When infertility problems or other reproductive health problems do arise, informed patients can save their specialists, not to mention themselves, a great deal of time if they already have a good, general background knowledge relative to their situation. They can also make far more intelligent choices among the specific treatment options they are offered.

The future of antibiotic therapy for reproductive health problems hinges on the public's becoming more aware of why that therapy is so promising and on individual patients' actively seeking that therapy from their specialists. Left to its own devices, without the watchdog influence or intelligent decision making of an informed public, institutionalized reproductive health care has pretty much confined itself to the treatment of outright infertility-a very advanced reproductive health problem-and has become relatively fixated on complex, high-risk, and expensive assisted-reproduction technologies (like in vitro fertilization) that try to work around infertility problems instead of correcting them.

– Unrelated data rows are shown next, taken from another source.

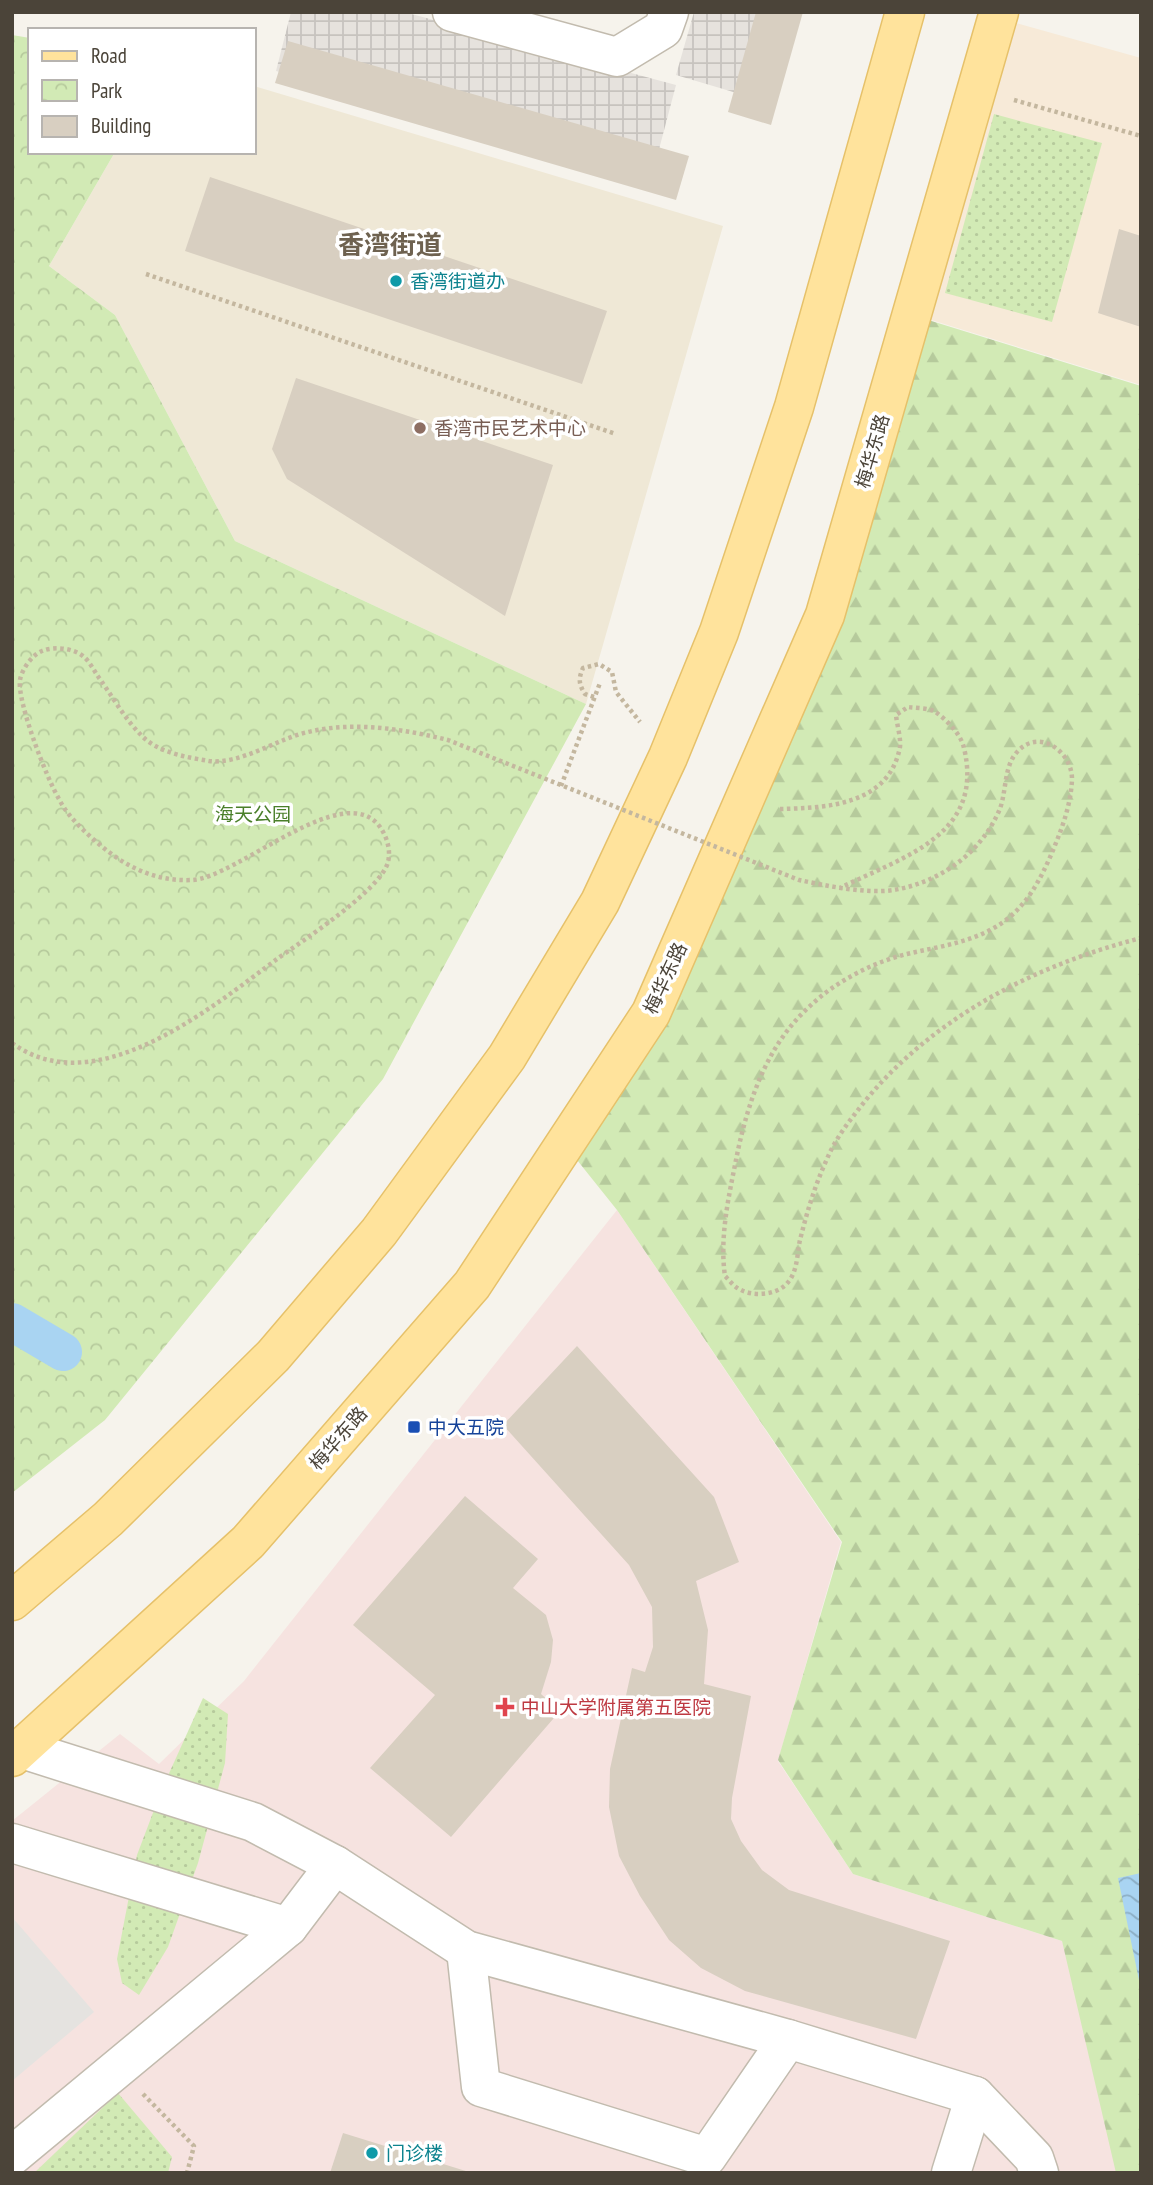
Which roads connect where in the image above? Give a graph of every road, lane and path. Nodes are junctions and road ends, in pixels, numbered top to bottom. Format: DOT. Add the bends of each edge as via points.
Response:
graph roads {
  1 [pos="452,12"];
  2 [pos="669,12"];
  3 [pos="905,12"];
  4 [pos="999,12"];
  5 [pos="976,90"];
  6 [pos="1141,136"];
  7 [pos="146,274"];
  8 [pos="616,435"];
  9 [pos="600,683"];
  10 [pos="594,697"];
  11 [pos="668,757"];
  12 [pos="561,786"];
  13 [pos="740,809"];
  14 [pos="840,888"];
  15 [pos="1141,938"];
  16 [pos="12,1043"];
  17 [pos="12,1601"];
  18 [pos="17,1753"];
  19 [pos="12,1843"];
  20 [pos="335,1866"];
  21 [pos="288,1927"];
  22 [pos="466,1950"];
  23 [pos="788,2039"];
  24 [pos="118,2068"];
  25 [pos="975,2096"];
  26 [pos="12,2156"];
  27 [pos="187,2173"];
  28 [pos="951,2173"];
  29 [pos="1039,2173"];
  1 -- 2 [label="lane" via="617,57 663,29"];
  3 -- 11 [label="main road" via="794,407 719,632"];
  4 -- 5 [label="main road, 梅华东路"];
  5 -- 6 [label="path"];
  5 -- 13 [label="main road, 梅华东路" via="825,615"];
  7 -- 8 [label="path"];
  9 -- 10 [label="path"];
  10 -- 11 [label="path" via="585,694 579,676 583,668 598,664 612,672 616,692"];
  10 -- 12 [label="path"];
  11 -- 17 [label="main road" via="600,902 507,1057 379,1232 273,1356 108,1519"];
  12 -- 14 [label="path, bridge" via="799,880"];
  12 -- 16 [label="path, bridge" via="448,740 404,730 334,727 304,732 215,762 162,750 141,736 84,657 68,649 40,652 23,670 19,684 47,774 76,824 113,858 141,873 194,880 220,873 296,831 342,813 358,812 382,829 389,846 381,875 362,895 204,1013 132,1051 81,1063 61,1062"];
  13 -- 14 [label="path" via="822,808 852,801 873,790 896,760 901,744 896,715 908,707 932,710 964,744 968,784 961,806 930,844"];
  13 -- 18 [label="main road, 梅华东路" via="651,1013 472,1285 248,1542"];
  14 -- 15 [label="path, bridge" via="892,890 946,872 988,833 1016,752 1028,743 1044,741 1068,761 1070,803 1059,836 1033,891 1006,920 946,947 905,954 866,969 834,987 810,1005 768,1060 744,1125 723,1242 725,1276 738,1289 755,1295 790,1280 813,1193 828,1156 847,1124 912,1052 950,1022 1001,992 1051,968"];
  18 -- 20 [label="lane" via="253,1822"];
  19 -- 21 [label="lane"];
  20 -- 21 [label="lane"];
  20 -- 22 [label="lane"];
  21 -- 24 [label="lane"];
  22 -- 23 [label="lane"];
  22 -- 23 [label="lane" via="481,2087 707,2157"];
  23 -- 25 [label="lane"];
  24 -- 26 [label="lane"];
  24 -- 27 [label="path" via="194,2146"];
  25 -- 28 [label="lane"];
  25 -- 29 [label="lane" via="1034,2158"];
}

I believe we need to identify and attack reproductive health problems much earlier, much more directly, and much less dangerously than we do now. Most important of all, I believe we need to identify and attack reproductive health problems more successfully than we do now. I am convinced antibiotic therapy has the capacity to satisfy all these needs.

It is, indeed, possible that the near future will bring about substantial government support for antibiotic therapy and that the general population will have the information and the means to live much healthier lives and produce much healthier offspring. If this support doesn't materialize, it is highly probable that the near future will at least bring about laws to curb escalating reproductive health care costs and educate the public about such preventive reproductive health strategies as bacterial testing and antibiotic treatment. What's absolutely certain is that the near future will bring about increasing public discussion of reproductive health care in general and antibiotic therapy in particular. We owe that discussion to the next generation-and to every generation that follows.